On November 27, 2024, Appellant timely filed a notice of appeal. On
December 2, 2024, the court ordered him to file a Pa.R.A.P. 1925(b)
statement of errors complained of on appeal, and Appellant timely complied
on December 18, 2024.2
On appeal, Appellant raises the following issues for our review:
I. Whether the PFA court erred as a matter of law or abused its discretion in entering a PFA Order where the evidence was insufficient to support the PFA court’s finding of abuse within the meaning of the Protection from Abuse Act?
II. Whether the PFA court erred as a matter of law or abused its discretion in entering a PFA Order after making a finding that the plaintiff is in reasonable fear of bodily injury as the specified act found by the PFA court does not meet the definition of abuse pursuant to 23 Pa.C.S.[A] § 6102(a)(2) which requires placing another in reasonable fear of imminent serious bodily injury?

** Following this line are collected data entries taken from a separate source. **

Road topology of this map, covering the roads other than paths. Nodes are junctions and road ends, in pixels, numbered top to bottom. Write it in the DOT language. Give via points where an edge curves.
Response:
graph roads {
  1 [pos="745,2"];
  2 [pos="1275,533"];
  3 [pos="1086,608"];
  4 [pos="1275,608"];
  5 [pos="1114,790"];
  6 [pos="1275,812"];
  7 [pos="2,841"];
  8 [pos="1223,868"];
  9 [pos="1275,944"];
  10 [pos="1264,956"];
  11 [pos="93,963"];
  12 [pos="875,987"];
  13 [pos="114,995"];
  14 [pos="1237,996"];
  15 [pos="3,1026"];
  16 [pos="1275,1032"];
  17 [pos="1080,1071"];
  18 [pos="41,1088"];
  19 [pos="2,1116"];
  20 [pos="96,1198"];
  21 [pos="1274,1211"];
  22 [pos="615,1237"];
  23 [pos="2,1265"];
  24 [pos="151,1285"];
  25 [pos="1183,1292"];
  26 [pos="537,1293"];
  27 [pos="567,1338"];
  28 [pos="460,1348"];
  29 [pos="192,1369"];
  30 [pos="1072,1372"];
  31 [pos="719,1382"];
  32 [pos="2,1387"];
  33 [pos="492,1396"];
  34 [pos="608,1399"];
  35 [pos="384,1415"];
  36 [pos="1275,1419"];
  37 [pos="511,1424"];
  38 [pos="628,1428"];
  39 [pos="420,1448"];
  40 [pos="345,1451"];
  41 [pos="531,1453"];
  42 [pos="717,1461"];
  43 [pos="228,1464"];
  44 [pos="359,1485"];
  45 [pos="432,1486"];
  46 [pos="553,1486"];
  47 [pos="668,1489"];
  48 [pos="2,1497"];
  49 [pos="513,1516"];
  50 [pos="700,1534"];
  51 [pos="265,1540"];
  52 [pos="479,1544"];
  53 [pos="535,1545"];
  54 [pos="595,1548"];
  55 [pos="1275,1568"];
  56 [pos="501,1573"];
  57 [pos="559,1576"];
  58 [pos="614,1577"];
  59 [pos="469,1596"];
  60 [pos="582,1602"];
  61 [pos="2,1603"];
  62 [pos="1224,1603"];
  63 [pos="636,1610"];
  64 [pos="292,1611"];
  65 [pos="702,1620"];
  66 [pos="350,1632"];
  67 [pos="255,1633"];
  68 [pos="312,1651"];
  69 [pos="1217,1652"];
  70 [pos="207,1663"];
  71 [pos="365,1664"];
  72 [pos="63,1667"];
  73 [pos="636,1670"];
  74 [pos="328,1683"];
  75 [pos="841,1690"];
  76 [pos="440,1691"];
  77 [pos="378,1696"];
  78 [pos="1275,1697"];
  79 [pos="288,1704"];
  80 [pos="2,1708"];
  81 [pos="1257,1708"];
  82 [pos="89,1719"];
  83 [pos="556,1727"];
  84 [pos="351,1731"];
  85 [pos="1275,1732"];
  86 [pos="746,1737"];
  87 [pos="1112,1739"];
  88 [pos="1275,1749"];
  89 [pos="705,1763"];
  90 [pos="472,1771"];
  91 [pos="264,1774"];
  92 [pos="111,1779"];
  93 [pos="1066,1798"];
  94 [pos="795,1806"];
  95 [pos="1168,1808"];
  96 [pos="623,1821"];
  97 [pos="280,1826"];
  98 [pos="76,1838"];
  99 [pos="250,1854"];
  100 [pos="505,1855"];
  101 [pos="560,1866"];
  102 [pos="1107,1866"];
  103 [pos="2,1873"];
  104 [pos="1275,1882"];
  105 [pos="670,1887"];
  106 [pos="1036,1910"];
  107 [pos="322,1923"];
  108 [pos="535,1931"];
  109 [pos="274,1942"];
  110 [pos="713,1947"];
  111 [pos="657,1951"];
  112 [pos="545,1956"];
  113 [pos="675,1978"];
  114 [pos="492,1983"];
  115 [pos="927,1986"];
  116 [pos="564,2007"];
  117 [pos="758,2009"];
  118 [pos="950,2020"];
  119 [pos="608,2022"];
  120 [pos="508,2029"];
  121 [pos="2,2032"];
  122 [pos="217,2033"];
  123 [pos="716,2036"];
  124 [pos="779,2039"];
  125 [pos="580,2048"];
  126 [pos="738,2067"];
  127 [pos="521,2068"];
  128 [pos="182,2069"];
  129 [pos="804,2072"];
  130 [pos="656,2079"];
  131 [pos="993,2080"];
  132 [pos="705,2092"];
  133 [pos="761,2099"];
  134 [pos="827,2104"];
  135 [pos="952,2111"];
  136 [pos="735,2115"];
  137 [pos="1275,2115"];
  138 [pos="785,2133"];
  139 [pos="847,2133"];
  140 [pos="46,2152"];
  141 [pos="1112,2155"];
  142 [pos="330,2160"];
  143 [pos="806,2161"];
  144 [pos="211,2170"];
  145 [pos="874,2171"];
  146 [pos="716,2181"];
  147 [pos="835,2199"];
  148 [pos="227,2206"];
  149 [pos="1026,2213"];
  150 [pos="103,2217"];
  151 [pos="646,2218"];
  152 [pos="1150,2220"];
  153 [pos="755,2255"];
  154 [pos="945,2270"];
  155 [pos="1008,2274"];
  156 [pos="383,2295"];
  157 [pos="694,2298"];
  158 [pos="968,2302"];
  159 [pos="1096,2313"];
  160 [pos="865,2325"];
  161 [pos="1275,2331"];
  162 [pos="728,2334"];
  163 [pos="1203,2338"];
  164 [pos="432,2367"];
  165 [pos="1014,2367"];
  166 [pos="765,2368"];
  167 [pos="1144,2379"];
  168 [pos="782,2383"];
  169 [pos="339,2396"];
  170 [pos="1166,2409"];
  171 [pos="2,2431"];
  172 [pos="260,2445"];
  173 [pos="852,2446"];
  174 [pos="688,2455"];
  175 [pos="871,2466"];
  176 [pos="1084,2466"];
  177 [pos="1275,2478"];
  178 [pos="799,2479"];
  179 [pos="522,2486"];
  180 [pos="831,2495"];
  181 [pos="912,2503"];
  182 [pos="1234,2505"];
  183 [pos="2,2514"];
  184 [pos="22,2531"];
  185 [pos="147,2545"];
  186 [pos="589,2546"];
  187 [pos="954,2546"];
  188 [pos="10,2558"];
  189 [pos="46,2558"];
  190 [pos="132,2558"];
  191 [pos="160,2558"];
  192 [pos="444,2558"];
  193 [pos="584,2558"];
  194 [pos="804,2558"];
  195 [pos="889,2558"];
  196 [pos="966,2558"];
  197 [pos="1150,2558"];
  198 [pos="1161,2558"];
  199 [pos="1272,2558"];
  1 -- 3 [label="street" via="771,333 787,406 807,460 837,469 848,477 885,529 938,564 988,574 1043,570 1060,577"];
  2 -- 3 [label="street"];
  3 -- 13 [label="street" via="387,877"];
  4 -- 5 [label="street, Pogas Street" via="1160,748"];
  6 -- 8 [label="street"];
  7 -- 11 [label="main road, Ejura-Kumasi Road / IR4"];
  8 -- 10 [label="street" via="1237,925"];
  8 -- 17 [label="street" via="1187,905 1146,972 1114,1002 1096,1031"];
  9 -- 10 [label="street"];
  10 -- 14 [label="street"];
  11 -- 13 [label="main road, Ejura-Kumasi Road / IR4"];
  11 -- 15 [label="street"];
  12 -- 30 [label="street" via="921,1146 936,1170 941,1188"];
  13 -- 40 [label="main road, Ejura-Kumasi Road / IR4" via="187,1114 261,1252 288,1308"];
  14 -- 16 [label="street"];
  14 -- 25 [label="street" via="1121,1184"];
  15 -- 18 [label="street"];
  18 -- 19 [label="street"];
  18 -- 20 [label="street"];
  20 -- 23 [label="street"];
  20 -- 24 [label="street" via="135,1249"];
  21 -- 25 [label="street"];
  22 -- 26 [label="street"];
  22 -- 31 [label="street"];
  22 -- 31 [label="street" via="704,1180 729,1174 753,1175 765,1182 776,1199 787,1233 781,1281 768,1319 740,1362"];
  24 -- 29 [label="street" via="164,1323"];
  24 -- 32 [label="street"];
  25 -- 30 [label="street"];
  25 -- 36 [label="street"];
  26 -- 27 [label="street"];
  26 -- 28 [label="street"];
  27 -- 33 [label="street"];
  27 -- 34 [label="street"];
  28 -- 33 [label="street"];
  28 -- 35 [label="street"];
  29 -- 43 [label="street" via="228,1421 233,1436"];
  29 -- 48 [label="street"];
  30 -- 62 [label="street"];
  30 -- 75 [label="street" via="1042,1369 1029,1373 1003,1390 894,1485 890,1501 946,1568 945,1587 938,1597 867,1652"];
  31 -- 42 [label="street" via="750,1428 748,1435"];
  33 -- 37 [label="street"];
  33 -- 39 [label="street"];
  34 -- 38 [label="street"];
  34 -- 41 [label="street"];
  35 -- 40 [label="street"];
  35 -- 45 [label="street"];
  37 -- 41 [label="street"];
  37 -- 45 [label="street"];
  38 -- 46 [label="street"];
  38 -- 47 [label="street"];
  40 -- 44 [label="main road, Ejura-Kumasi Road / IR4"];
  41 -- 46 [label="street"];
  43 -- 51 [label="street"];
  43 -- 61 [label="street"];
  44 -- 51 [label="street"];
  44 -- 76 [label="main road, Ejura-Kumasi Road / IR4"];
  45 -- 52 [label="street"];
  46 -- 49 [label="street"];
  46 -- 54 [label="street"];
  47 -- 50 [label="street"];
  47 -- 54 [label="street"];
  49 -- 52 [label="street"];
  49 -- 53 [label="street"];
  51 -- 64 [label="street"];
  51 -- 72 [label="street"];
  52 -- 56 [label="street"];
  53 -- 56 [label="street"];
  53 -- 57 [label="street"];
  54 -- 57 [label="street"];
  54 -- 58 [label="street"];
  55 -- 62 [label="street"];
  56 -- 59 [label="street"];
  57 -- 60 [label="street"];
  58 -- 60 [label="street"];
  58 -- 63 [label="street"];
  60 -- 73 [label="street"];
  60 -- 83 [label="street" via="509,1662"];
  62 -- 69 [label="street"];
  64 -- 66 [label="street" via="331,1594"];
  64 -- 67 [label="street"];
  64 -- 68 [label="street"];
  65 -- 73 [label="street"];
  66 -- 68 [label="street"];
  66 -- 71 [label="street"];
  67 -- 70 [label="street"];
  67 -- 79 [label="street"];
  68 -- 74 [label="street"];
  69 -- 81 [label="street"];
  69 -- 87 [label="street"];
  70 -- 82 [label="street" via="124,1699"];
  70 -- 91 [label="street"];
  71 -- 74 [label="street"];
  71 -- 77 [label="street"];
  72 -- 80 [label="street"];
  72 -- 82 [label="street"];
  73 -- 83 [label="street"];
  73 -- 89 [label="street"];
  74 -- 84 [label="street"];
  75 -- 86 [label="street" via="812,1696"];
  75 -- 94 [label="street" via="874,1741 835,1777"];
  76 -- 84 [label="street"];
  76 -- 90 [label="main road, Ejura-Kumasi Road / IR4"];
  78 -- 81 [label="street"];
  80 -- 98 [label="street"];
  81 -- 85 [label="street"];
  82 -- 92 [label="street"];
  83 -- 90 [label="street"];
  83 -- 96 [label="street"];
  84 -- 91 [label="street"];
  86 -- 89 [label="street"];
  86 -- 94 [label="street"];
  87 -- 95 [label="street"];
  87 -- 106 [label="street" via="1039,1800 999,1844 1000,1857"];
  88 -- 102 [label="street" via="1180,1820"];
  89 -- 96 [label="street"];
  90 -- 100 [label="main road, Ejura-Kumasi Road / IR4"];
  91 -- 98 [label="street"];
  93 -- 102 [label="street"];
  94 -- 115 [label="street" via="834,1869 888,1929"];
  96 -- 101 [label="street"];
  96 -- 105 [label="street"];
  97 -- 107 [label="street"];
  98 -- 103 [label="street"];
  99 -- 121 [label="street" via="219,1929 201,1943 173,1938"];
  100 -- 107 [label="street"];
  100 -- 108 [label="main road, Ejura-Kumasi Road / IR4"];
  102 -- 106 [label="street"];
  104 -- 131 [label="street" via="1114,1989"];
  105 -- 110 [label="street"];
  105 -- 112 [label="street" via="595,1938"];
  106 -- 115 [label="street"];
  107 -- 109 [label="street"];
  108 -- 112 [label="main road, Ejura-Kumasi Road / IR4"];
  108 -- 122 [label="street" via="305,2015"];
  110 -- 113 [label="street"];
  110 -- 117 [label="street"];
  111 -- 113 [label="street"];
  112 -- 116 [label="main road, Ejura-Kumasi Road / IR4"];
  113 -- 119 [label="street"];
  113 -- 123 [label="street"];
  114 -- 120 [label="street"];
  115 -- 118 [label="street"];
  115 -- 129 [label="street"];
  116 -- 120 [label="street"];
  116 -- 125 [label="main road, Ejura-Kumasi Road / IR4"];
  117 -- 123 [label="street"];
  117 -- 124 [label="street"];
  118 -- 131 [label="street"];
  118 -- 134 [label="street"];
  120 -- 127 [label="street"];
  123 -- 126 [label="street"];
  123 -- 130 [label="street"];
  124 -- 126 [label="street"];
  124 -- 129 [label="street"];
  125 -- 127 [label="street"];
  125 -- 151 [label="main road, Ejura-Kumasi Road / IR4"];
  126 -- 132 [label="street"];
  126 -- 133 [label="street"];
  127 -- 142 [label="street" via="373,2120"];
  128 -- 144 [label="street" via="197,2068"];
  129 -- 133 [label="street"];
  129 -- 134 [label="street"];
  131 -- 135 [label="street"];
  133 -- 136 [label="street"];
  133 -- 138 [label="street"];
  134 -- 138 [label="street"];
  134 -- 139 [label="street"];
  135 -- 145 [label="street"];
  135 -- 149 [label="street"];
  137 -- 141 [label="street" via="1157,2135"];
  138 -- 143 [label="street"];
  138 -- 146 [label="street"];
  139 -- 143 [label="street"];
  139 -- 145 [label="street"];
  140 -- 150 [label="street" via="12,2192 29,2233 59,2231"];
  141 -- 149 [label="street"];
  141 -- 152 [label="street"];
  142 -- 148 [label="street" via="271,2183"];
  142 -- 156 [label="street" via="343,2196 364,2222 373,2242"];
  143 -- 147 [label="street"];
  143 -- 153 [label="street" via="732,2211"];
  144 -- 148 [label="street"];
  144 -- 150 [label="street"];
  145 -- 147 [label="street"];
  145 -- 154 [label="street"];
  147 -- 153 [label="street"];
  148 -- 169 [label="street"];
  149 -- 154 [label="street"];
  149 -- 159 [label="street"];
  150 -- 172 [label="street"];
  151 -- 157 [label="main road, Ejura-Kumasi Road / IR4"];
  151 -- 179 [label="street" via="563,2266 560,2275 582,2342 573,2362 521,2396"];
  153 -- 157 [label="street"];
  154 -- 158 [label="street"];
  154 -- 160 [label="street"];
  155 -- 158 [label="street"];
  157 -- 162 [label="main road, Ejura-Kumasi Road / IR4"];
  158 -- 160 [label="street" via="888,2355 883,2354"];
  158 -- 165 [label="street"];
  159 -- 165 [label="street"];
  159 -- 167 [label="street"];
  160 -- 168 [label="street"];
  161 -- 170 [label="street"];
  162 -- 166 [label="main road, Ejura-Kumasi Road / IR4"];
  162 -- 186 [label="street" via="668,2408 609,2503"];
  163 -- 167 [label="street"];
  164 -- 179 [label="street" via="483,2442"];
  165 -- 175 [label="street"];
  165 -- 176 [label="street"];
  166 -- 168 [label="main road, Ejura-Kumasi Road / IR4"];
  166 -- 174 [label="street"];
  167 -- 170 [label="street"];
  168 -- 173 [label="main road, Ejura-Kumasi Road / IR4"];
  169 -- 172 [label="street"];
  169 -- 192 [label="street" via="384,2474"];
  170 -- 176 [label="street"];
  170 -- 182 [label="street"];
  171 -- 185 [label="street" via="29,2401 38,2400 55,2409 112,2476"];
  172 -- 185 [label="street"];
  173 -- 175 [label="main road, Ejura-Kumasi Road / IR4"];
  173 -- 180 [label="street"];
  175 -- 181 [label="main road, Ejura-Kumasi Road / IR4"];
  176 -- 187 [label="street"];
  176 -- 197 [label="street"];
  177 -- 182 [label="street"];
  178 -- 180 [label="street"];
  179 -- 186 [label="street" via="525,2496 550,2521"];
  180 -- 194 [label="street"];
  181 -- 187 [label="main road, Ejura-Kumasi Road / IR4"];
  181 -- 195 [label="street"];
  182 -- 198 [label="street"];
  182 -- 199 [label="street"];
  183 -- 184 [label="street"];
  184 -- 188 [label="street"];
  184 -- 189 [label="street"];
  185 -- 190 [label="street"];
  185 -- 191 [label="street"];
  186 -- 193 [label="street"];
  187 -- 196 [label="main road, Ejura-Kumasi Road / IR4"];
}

III. Whether the PFA court abused its discretion in denying the admission of evidence by severely limiting the plaintiff from being cross-examined concerning[,] and the defendant from testifying about[,] the PFA petition the defendant filed against the plaintiff, the resulting PFA Order entered against the plaintiff, and the pending indirect criminal contempt proceedings involving the plaintiff being charged with violating the PFA Order?
(Appellant’s Brief at 4).
We address Appellant’s first two issues together. Appellant argues that
the evidence was insufficient to support the entry of a final PFA order. ____________________________________________
2 On December 17, 2024, this Court designated the appeal as a Children’s Fast
Track case pursuant to Pa.R.A.P. 102, because the October 31, 2024 PFA order appeared to affect the physical custody of the parties’ child.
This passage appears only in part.